In questo contesto innovazione e digitalizzazione possono determinare il modo in cui le merci circoleranno se verranno create le giuste condizioni. Questo vuol dire rendere la mobilità multimodale connessa e automatizzata una realtà, ad esempio consentendo alle merci di passare senza soluzione di continuità da un modo di trasporto all’altro, fino anche all’utente finale, semplificando, ottimizzando e rendendo più sostenibile tutto il processo.

Più articolato il caso della city logistic, dove c’è la necessità di sviluppare innanzitutto infrastrutture intelligenti e flessibili vicine al cittadino e che non riguardano solo la distribuzione delle merci, ma anche lo spostamento stesso delle persone.

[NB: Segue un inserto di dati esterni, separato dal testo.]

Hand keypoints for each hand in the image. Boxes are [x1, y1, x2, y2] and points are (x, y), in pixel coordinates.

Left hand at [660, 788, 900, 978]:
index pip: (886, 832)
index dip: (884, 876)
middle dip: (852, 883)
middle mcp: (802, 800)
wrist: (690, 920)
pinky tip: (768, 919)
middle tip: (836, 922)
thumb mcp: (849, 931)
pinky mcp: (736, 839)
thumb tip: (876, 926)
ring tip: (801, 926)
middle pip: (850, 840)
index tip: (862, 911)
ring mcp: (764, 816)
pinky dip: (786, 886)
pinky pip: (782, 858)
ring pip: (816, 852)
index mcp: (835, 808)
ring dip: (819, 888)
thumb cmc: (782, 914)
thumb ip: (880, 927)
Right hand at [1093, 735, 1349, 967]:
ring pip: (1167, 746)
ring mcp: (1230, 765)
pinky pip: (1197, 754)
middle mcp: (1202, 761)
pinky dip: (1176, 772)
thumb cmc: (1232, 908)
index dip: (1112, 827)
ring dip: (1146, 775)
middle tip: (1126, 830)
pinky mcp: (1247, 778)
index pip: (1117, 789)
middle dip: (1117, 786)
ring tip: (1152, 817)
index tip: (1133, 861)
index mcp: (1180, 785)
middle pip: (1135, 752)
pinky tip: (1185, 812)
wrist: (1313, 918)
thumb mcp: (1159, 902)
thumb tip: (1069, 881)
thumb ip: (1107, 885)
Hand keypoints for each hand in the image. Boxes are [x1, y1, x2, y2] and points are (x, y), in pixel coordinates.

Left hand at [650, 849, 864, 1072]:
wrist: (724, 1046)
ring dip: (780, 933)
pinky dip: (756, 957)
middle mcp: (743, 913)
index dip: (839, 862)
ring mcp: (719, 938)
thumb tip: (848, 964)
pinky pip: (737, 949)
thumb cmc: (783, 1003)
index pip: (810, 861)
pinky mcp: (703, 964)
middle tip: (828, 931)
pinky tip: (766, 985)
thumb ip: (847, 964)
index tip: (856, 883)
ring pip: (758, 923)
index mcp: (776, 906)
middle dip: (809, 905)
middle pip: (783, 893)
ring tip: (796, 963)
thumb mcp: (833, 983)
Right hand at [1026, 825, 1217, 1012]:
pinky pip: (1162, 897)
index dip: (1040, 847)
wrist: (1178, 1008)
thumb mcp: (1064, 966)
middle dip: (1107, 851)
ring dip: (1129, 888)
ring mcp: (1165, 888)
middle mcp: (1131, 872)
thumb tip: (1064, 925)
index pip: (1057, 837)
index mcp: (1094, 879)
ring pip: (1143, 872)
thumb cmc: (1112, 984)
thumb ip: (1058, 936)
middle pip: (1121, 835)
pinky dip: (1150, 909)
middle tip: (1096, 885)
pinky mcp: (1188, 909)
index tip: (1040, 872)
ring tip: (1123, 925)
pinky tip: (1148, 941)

Qui ad una necessità logistica, si aggiunge quella di mettere a disposizione della collettività una serie di servizi basati sul concetto di “zero emissioni”, un tema sempre più centrale soprattutto nelle grandi città.

«Dal punto di vista della gestione del trasporto passeggeri, della mobilità dei cittadini in ambito urbano, vi è una visione molto di dettaglio e composita – dice il professore – tanto che sono state sviluppate misure innovative che riguardano restrizioni al traffico, lo sviluppo tecnologico, l’implementazione di servizi tradizionali in condivisione con la micro-mobilità e molto altro». Invece, secondo il professore, il rapporto con le merci è meno dinamico, «mediato da un lato dalle necessità di investimento e dall’altro dalla necessità professionale e operativa dei principali operatori logistici che forniscono i servizi di ultimo miglio». Dall’altra parte il sistema delle imprese deve in qualche modo schierarsi verso la promozione di servizi a basso impatto e anche di sistemi di distribuzione in grado di mantenere alta la competitività nei centri urbani, per esempio, della distribuzione locale. Diversamente, afferma il professore della Bocconi, «si assiste a una polarizzazione molto forte della distribuzione e ad una polverizzazione delle operazioni di ultimo miglio. Una condizione che può creare congestioni, molte inefficienze e anche ridondanze di servizi che invece dovrebbero essere veloci e flessibili».

Infrastrutture di prossimità

Un approccio in questa direzione può essere quello di «sviluppare infrastrutture di prossimità, ma anche stimolare la creazione di un mercato, di una serie di opzioni a zero emissioni per la gestione dell’ultimo miglio», come l’utilizzo di mezzi elettrici leggeri. Secondo il professor Grea questo è «un aspetto fondamentale, rispetto al quale le amministrazioni locali dovrebbero avere maggiori leve decisionali”.